INSTRUCTIONS FOR THE TASK: All records are to be printed exactly as they appear.

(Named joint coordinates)

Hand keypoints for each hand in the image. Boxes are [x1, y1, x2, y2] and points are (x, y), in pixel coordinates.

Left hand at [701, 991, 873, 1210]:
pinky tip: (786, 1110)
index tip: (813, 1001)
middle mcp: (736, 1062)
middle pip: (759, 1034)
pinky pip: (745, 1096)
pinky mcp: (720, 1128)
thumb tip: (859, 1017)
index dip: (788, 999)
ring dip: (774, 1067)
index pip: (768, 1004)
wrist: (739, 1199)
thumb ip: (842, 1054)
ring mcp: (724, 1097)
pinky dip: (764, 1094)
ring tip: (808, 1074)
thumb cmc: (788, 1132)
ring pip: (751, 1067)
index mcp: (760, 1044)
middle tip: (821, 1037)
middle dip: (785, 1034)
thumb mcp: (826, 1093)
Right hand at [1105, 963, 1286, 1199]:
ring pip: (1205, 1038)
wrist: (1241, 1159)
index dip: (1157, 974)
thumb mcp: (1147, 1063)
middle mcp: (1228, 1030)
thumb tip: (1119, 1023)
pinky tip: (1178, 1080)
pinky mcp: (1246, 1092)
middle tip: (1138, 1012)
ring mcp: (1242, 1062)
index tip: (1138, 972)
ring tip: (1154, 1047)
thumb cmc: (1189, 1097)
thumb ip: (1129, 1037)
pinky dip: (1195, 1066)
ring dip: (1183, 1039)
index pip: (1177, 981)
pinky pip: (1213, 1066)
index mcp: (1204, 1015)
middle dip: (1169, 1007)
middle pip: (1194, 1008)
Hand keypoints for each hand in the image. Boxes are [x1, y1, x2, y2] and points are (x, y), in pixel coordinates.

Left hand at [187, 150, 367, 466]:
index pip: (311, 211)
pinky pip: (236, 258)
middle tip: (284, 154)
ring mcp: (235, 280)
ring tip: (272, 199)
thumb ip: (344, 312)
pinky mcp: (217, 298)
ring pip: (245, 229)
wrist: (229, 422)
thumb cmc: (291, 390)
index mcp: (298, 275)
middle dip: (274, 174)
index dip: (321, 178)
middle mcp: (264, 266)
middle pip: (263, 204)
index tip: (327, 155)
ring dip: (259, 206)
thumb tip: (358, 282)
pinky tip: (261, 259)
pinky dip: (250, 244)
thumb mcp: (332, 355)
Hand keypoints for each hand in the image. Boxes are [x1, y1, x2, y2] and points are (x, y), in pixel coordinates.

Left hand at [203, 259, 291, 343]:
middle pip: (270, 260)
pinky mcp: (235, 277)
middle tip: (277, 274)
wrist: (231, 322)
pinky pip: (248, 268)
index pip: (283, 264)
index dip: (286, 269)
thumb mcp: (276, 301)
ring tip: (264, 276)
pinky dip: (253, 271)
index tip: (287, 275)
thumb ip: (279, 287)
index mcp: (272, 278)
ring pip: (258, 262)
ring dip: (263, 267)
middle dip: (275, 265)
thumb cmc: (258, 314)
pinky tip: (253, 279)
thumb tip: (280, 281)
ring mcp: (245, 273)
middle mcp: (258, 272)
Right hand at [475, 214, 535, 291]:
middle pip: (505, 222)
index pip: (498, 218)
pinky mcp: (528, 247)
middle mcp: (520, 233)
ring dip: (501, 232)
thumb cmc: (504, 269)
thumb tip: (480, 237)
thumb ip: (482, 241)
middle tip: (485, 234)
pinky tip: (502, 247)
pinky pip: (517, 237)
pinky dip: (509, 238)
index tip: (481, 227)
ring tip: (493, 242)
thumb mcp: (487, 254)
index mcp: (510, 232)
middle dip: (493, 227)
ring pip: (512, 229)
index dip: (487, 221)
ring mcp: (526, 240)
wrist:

REPLY:
Hand keypoints for each hand in the image. Boxes are [x1, y1, x2, y2] and points are (x, y), in pixel coordinates.

Left hand at [701, 991, 873, 1210]:
pinky tip: (786, 1110)
index tip: (813, 1001)
middle mcp: (736, 1062)
middle pip: (759, 1034)
pinky pip: (745, 1096)
pinky mcp: (720, 1128)
thumb tip: (859, 1017)
index dip: (788, 999)
ring dip: (774, 1067)
index pip: (768, 1004)
wrist: (739, 1199)
thumb ip: (842, 1054)
ring mcp: (724, 1097)
pinky dip: (764, 1094)
ring tip: (808, 1074)
thumb cmc: (788, 1132)
ring pip: (751, 1067)
index mcp: (760, 1044)
middle tip: (821, 1037)
middle dip: (785, 1034)
thumb mcp: (826, 1093)
Right hand at [1105, 963, 1286, 1199]:
ring pip: (1205, 1038)
wrist: (1241, 1159)
index dip: (1157, 974)
thumb mcp: (1147, 1063)
middle mcp: (1228, 1030)
thumb tip: (1119, 1023)
pinky tip: (1178, 1080)
pinky mcp: (1246, 1092)
middle tip: (1138, 1012)
ring mcp: (1242, 1062)
index tip: (1138, 972)
ring tip: (1154, 1047)
thumb cmc: (1189, 1097)
thumb ip: (1129, 1037)
pinky dip: (1195, 1066)
ring dip: (1183, 1039)
index pip: (1177, 981)
pinky pip: (1213, 1066)
index mcp: (1204, 1015)
middle dip: (1169, 1007)
middle pip: (1194, 1008)
Hand keypoints for each hand in the image. Boxes are [x1, y1, x2, y2] and points are (x, y), in pixel coordinates.

Left hand at [187, 150, 367, 466]:
index pip: (311, 211)
pinky pip: (236, 258)
middle tip: (284, 154)
ring mcp: (235, 280)
ring tip: (272, 199)
thumb ip: (344, 312)
pinky mcp: (217, 298)
ring pip: (245, 229)
wrist: (229, 422)
thumb cmc: (291, 390)
index mcp: (298, 275)
middle dip: (274, 174)
index dip: (321, 178)
middle mcp: (264, 266)
middle pip: (263, 204)
index tip: (327, 155)
ring dip: (259, 206)
thumb tip: (358, 282)
pinky tip: (261, 259)
pinky dip: (250, 244)
thumb mcp: (332, 355)
Hand keypoints for each hand in the image. Boxes are [x1, y1, x2, y2] and points are (x, y), in pixel coordinates.

Left hand at [203, 259, 291, 343]:
middle pip: (270, 260)
pinky mcp: (235, 277)
middle tip: (277, 274)
wrist: (231, 322)
pinky pip: (248, 268)
index pip: (283, 264)
index dip: (286, 269)
thumb mcp: (276, 301)
ring tip: (264, 276)
pinky dip: (253, 271)
index tip: (287, 275)
thumb ip: (279, 287)
index mcp: (272, 278)
ring pip: (258, 262)
ring dip: (263, 267)
middle dip: (275, 265)
thumb cmc: (258, 314)
pinky tip: (253, 279)
thumb tip: (280, 281)
ring mcp: (245, 273)
middle mcp: (258, 272)
Right hand at [475, 214, 535, 291]:
middle pip: (505, 222)
index pip: (498, 218)
pinky mcp: (528, 247)
middle mcp: (520, 233)
ring dip: (501, 232)
thumb cmc: (504, 269)
thumb tip: (480, 237)
thumb ip: (482, 241)
middle tip: (485, 234)
pinky tip: (502, 247)
pinky pip: (517, 237)
pinky dip: (509, 238)
index tip: (481, 227)
ring tip: (493, 242)
thumb mcp: (487, 254)
index mcp: (510, 232)
middle dip: (493, 227)
ring pip: (512, 229)
index dip: (487, 221)
ring mcp: (526, 240)
wrist:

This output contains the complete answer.